** SOURCE DATA follows **
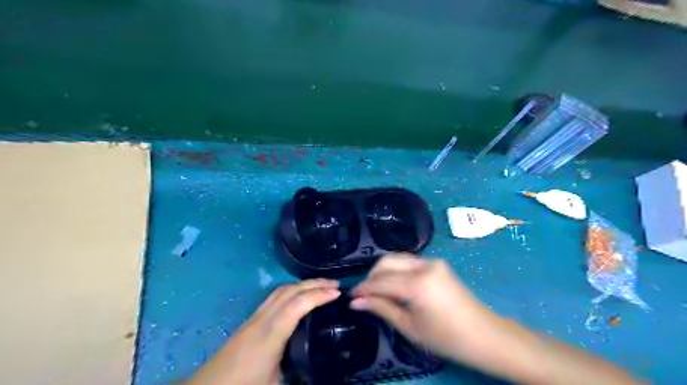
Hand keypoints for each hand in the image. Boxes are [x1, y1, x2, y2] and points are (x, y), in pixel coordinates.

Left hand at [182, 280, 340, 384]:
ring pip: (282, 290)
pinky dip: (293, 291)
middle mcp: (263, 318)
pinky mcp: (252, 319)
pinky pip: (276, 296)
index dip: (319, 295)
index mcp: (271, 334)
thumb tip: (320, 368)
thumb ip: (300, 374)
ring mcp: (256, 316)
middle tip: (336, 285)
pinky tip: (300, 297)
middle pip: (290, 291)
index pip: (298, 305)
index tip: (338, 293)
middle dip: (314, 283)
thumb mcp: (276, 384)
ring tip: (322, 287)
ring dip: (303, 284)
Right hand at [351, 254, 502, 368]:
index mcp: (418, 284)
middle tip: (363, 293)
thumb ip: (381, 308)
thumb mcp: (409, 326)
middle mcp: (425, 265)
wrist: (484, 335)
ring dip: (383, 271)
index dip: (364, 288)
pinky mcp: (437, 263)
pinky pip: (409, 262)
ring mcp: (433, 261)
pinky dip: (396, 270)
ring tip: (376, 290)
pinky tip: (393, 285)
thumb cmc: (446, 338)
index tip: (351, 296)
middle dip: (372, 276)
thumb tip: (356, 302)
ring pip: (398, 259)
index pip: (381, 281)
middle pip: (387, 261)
** End of SOURCE DATA **
- [PROMPT]
Reproduce exactly, and with no other material, the lines between those holding "wrist: (484, 335)" and "index pip: (381, 281)", inclusive.

- [SOLUTION TO THIS EXERCISE]
wrist: (484, 335)
ring dip: (383, 271)
index dip: (364, 288)
pinky mcp: (437, 263)
pinky pip: (409, 262)
ring mcp: (433, 261)
pinky dip: (396, 270)
ring tip: (376, 290)
pinky tip: (393, 285)
thumb cmc: (446, 338)
index tip: (351, 296)
middle dip: (372, 276)
thumb tip: (356, 302)
ring pip: (398, 259)
index pip: (381, 281)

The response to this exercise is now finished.